La clause 6 exigeait la mise en place d’une commission arbitrale internationale dans laquelle la Russie serait minoritaire « Cette Commission sera composée d’un membre nommé par le Gouvernement Soviétique russe, d’un membre nommé par les porteurs étrangers, de deux membres et d’un Président, lesquels seront nommés par le Président de la Cour Suprême des États-Unis ou, à son défaut, par le Conseil de la Société des Nations ou le Président de la Cour Permanente Internationale de Justice de La Haye.

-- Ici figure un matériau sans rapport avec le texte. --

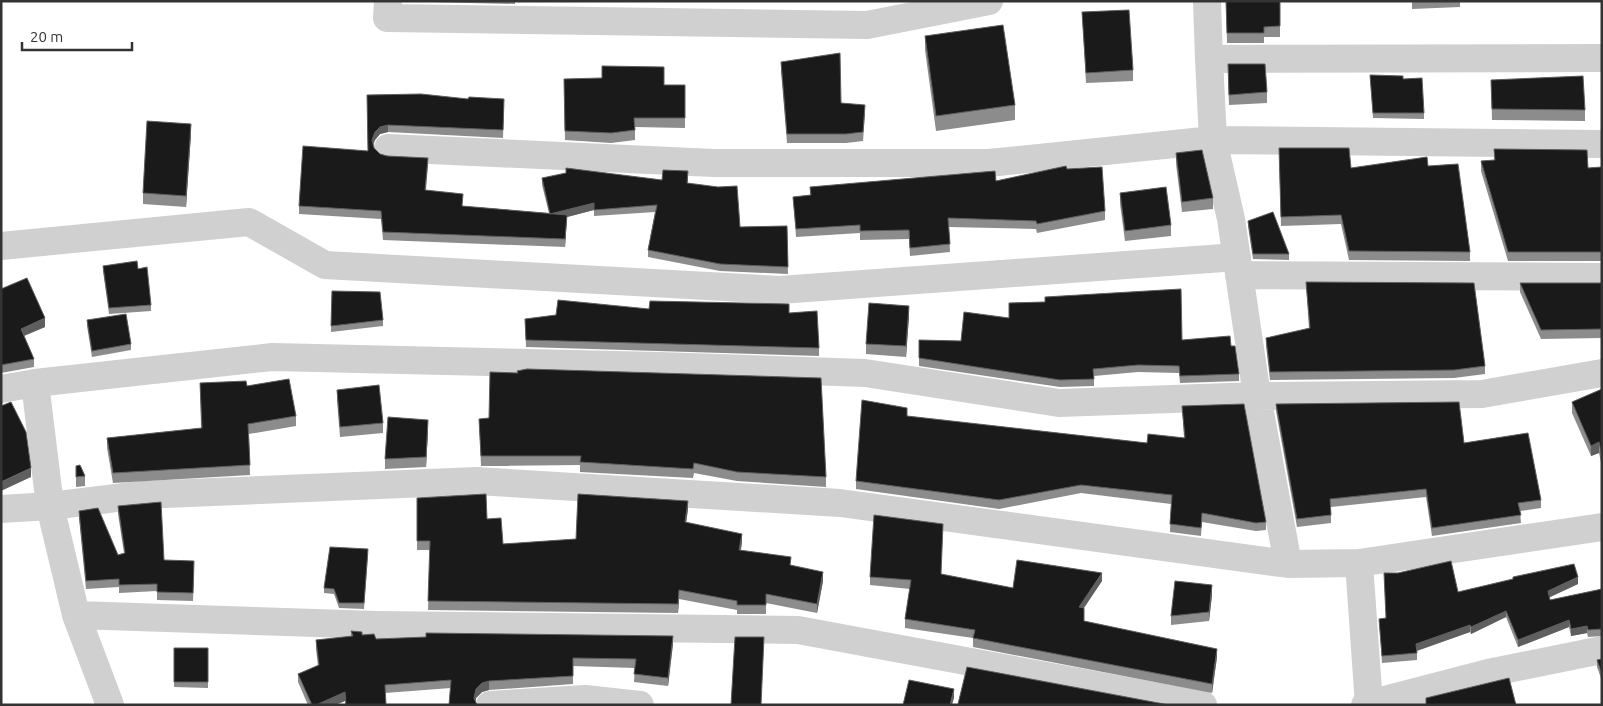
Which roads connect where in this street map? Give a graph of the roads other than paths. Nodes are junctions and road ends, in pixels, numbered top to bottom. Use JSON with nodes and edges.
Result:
{"nodes":[{"id":1,"x":388,"y":1,"type":"edge"},
{"id":2,"x":989,"y":1,"type":"edge"},
{"id":3,"x":1207,"y":1,"type":"edge"},
{"id":4,"x":1602,"y":58,"type":"edge"},
{"id":5,"x":1209,"y":59,"type":"junction"},
{"id":6,"x":1213,"y":140,"type":"junction"},
{"id":7,"x":1602,"y":144,"type":"edge"},
{"id":8,"x":388,"y":148,"type":"dead end"},
{"id":9,"x":1,"y":246,"type":"edge"},
{"id":10,"x":1238,"y":266,"type":"junction"},
{"id":11,"x":1602,"y":277,"type":"edge"},
{"id":12,"x":1602,"y":373,"type":"edge"},
{"id":13,"x":35,"y":383,"type":"junction"},
{"id":14,"x":1,"y":389,"type":"edge"},
{"id":15,"x":1257,"y":396,"type":"junction"},
{"id":16,"x":50,"y":506,"type":"junction"},
{"id":17,"x":1,"y":509,"type":"edge"},
{"id":18,"x":1602,"y":527,"type":"edge"},
{"id":19,"x":1359,"y":563,"type":"junction"},
{"id":20,"x":1288,"y":564,"type":"junction"},
{"id":21,"x":76,"y":614,"type":"junction"},
{"id":22,"x":1602,"y":650,"type":"edge"},
{"id":23,"x":1367,"y":704,"type":"edge"},
{"id":24,"x":110,"y":705,"type":"edge"},
{"id":25,"x":490,"y":705,"type":"edge"},
{"id":26,"x":640,"y":705,"type":"edge"},
{"id":27,"x":1203,"y":705,"type":"edge"}],
"edges":[{"from":1,"to":2,"type":"street"},
{"from":3,"to":5,"type":"street"},
{"from":4,"to":5,"type":"street"},
{"from":5,"to":6,"type":"street"},
{"from":6,"to":7,"type":"street"},
{"from":6,"to":8,"type":"street"},
{"from":6,"to":10,"type":"street"},
{"from":9,"to":10,"type":"street"},
{"from":10,"to":11,"type":"street"},
{"from":10,"to":15,"type":"street"},
{"from":12,"to":15,"type":"street"},
{"from":13,"to":14,"type":"street"},
{"from":13,"to":15,"type":"street"},
{"from":13,"to":16,"type":"street"},
{"from":15,"to":20,"type":"street"},
{"from":16,"to":17,"type":"street"},
{"from":16,"to":20,"type":"street"},
{"from":16,"to":21,"type":"street"},
{"from":18,"to":19,"type":"street"},
{"from":19,"to":20,"type":"street"},
{"from":19,"to":23,"type":"street"},
{"from":21,"to":24,"type":"street"},
{"from":21,"to":27,"type":"street"},
{"from":22,"to":23,"type":"street"},
{"from":25,"to":26,"type":"street"}]}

Cette Commission décidera toutes questions concernant une remise d’intérêts ainsi que les modes de paiement du capital et des intérêts, en tenant compte de la situation économique et financière de la Russie. »
En résumé, les puissances invitantes remplaçaient la commission de la dette russe proposée par eux le 15 avril par une commission arbitrale disposant de pouvoirs très étendus et dans laquelle la Russie serait minoritaire.
La réponse soviétique réaffirme le droit à la répudiation des dettes
Le 11 mai 1922, la délégation soviétique communiqua une réponse qui allait entériner l’échec des négociations de Gênes et qui réaffirmait avec force le droit à la répudiation des dettes.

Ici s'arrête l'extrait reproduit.